If he has blocked you on everything, how will you know the results of your magick? Do you have friends in common? Are you good at remote viewing?
If you’re open to using entities, demons are known for getting shit done.
In Winterfield’s Demons of Magick, listed powers are carefully worded and might convey more than what is specifically written. For example, on page 31, “forgetting a specific event” is referred to, but not the demon. I had to look on the website Q&A to discover it was Bael. This is not specifically listed in his powers, but can be inferred if one “reads between the lines.”
Just a quick scan of the demons, and I see a few that appear to have obvious use:
- Bael: To make a thing or situation appear as something other than it is.
- Leraje: To weaken an enemy … by inflicting pain.
- Vine: To make a vicious former lover feel love for you. This is not for reconciliation, but to cause weakness and confusion during a breakup or divorce.
- Aim: To cause a named individual to suffer anguish and arguments at home. To make a named individual prone to accidents and injury. To give you strength to cause disruption for your own benefit.
- Glasya Labolas: To make a named individual suffer loneliness, being shunned by friends and strangers.

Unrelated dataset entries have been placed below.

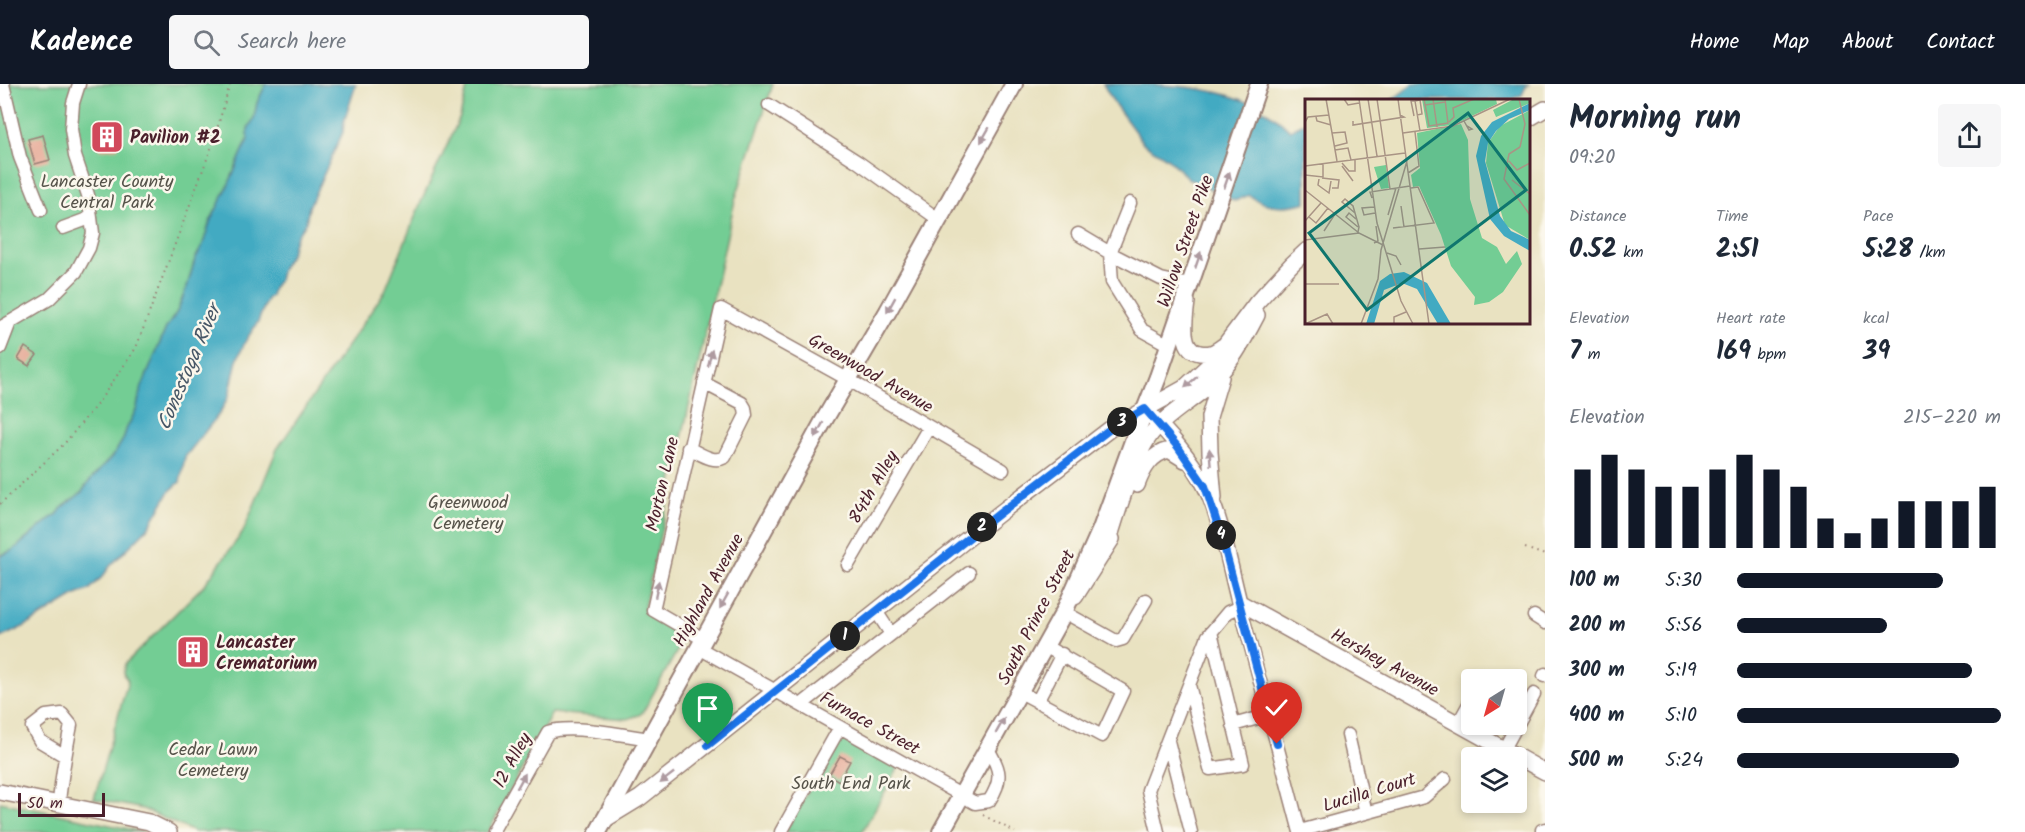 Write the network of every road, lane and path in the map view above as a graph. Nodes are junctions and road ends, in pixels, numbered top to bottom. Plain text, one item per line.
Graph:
1 (3, 84) edge
2 (79, 84) edge
3 (230, 84) edge
4 (1014, 84) edge
5 (1259, 84) edge
6 (769, 105) dead end
7 (1545, 109) edge
8 (1530, 118) edge
9 (1130, 203) dead end
10 (41, 210) dead end
11 (90, 218) junction
12 (938, 219) junction
13 (63, 228) dead end
14 (1078, 234) dead end
15 (1305, 252) edge
16 (1110, 254) junction
17 (1189, 285) junction
18 (1271, 288) junction
19 (721, 309) joint
20 (5, 325) edge
21 (1227, 342) junction
22 (1169, 345) junction
23 (0, 348) edge
24 (1224, 368) junction
25 (849, 380) junction
26 (704, 383) junction
27 (1145, 409) junction
28 (1160, 425) junction
29 (929, 427) junction
30 (688, 448) junction
31 (1190, 464) junction
32 (1003, 470) dead end
33 (0, 504) edge
34 (1216, 516) junction
35 (1107, 546) junction
36 (1525, 548) dead end
37 (1545, 555) edge
38 (848, 566) dead end
39 (969, 573) dead end
40 (1146, 600) dead end
41 (1240, 604) junction
42 (876, 611) junction
43 (1064, 612) junction
44 (1211, 632) junction
45 (891, 634) junction
46 (701, 643) junction
47 (1045, 646) junction
48 (1062, 654) junction
49 (1189, 685) junction
50 (776, 691) junction
51 (1020, 692) junction
52 (1534, 694) dead end
53 (1037, 702) junction
54 (801, 705) junction
55 (1269, 716) junction
56 (1461, 718) edge
57 (1458, 724) junction
58 (1233, 725) junction
59 (840, 727) junction
60 (1348, 735) dead end
61 (649, 739) junction
62 (1168, 741) junction
63 (1500, 747) edge
64 (1505, 747) edge
65 (987, 748) junction
66 (65, 756) dead end
67 (1527, 762) edge
68 (823, 772) dead end
69 (1545, 772) edge
70 (834, 778) dead end
71 (1445, 779) dead end
72 (0, 792) edge
73 (962, 795) junction
74 (59, 803) junction
75 (977, 812) dead end
76 (1366, 813) junction
77 (601, 826) edge
78 (169, 832) edge
79 (492, 832) edge
80 (781, 832) edge
81 (941, 832) edge
82 (1015, 832) edge
83 (1158, 832) edge
84 (1191, 832) edge
85 (1300, 832) edge

1 - 10 street
2 - 11 street
3 - 33 path
4 -> 12 highway
17 -> 5 highway, Willow Street Pike
6 - 12 street
7 - 8 main road
9 - 16 street
11 - 13 street
11 - 20 street
12 -> 25 highway
14 - 16 street
15 - 18 main road
16 - 17 street
16 - 22 street
17 - 21 main road
17 - 22 highway, Willow Street Pike
18 - 21 main road
18 - 24 main road
19 - 25 street, Greenwood Avenue
26 -> 19 street, Morton Lane
20 - 23 street
21 -> 27 main road
22 - 27 highway, Willow Street Pike
24 - 28 main road
34 -> 24 main road
25 - 29 street, Greenwood Avenue
25 -> 46 highway, Highland Avenue
26 - 30 street, Morton Lane
26 - 30 street
27 - 28 main road
27 - 42 main road
27 - 43 highway, South Prince Street
28 - 31 main road
28 - 35 main road
29 - 32 street, Greenwood Avenue
29 - 38 street, 84th Alley
46 -> 30 street, Morton Lane
31 - 34 main road
31 - 35 main road
34 - 41 main road
35 - 43 main road
36 - 37 path
39 - 45 street
40 - 43 street
41 - 44 street
41 - 55 street
41 - 57 main road, Hershey Avenue
42 - 45 street
42 - 50 main road
43 - 47 highway, South Prince Street
44 - 49 street
44 - 58 street
45 - 54 street
46 - 50 street, Furnace Street
46 - 61 highway, Highland Avenue
47 - 48 street
47 - 51 highway, South Prince Street
48 - 53 street
48 - 53 street
49 - 58 street
49 - 62 street
50 - 54 street, Furnace Street
50 -> 77 main road
51 - 53 street
65 -> 51 highway, South Prince Street
52 - 64 street
54 - 59 street, Furnace Street
55 - 58 street
55 - 85 street
56 - 57 street
57 - 63 main road, Hershey Avenue
59 - 73 street, Furnace Street
59 - 80 street
60 - 76 street
61 - 77 highway, Highland Avenue
79 -> 61 street, 12 Alley
62 - 83 street
62 - 84 street
65 - 73 highway, South Prince Street
65 - 73 street, Furnace Street
66 - 74 street
67 - 69 main road, Hershey Avenue
68 - 70 path
71 - 76 street, Lucilla Court
72 - 74 main road
73 - 81 highway, South Prince Street
74 - 78 main road
75 - 82 path
76 - 85 street, Lucilla Court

- Raum: To cause a named individual to suffer great loss.
- Furcas: To make a person feel guilty for their wickedness.
- Orias: To enable you to plan, schedule, or otherwise time your schemes so that they are enacted at the most appropriate time.
- Haures: To bring justice to an enemy in the form of emotional distress and anguish.
There was a great instructional post for setting up a leader for layered workings, but I can’t find it now. You would choose either a high ranking demon or someone with organizational skills, like Orias, to coordinate the event for maximum effectiveness, by the standard that you define.
So it would look something like, “Orias, I want [name] to feel pain similar to the pain that he caused me, for the purpose of him seeing and acknowledging the wrong that he did to me. I request that you lead [demon1], [demon2], and [demon3] in this. I will tell [demon1] that I want him to [do stuff], and [demon2] to [do stuff] …(etc).”
Then to [demon1], “[Demon1], following the orchestration of Orias, I request that you turn [ex’s] friends against him, such that he has no support when he struggles with the personal loss that [Demon3] causes.”
You might be tempted to enlist a dozen entities to hit like a Peterbuilt, but beware of this being an expression of desperation and a lack of faith in your magick. I suggest limiting yourself to two or three angles of attack, and giving your helpers maximum freedom to accomplish your desires with the situations that are available. Have confidence in them.
Don’t be long-winded. Be as direct and simple as you can be. Winterfield does a great job in walking you through this.
Read the ritual directions carefully, noting and doing every detail. He is very specific and wastes no words. A missing detail has often led to a failed work.
Please let us know what you did and what happened, so we can learn with you.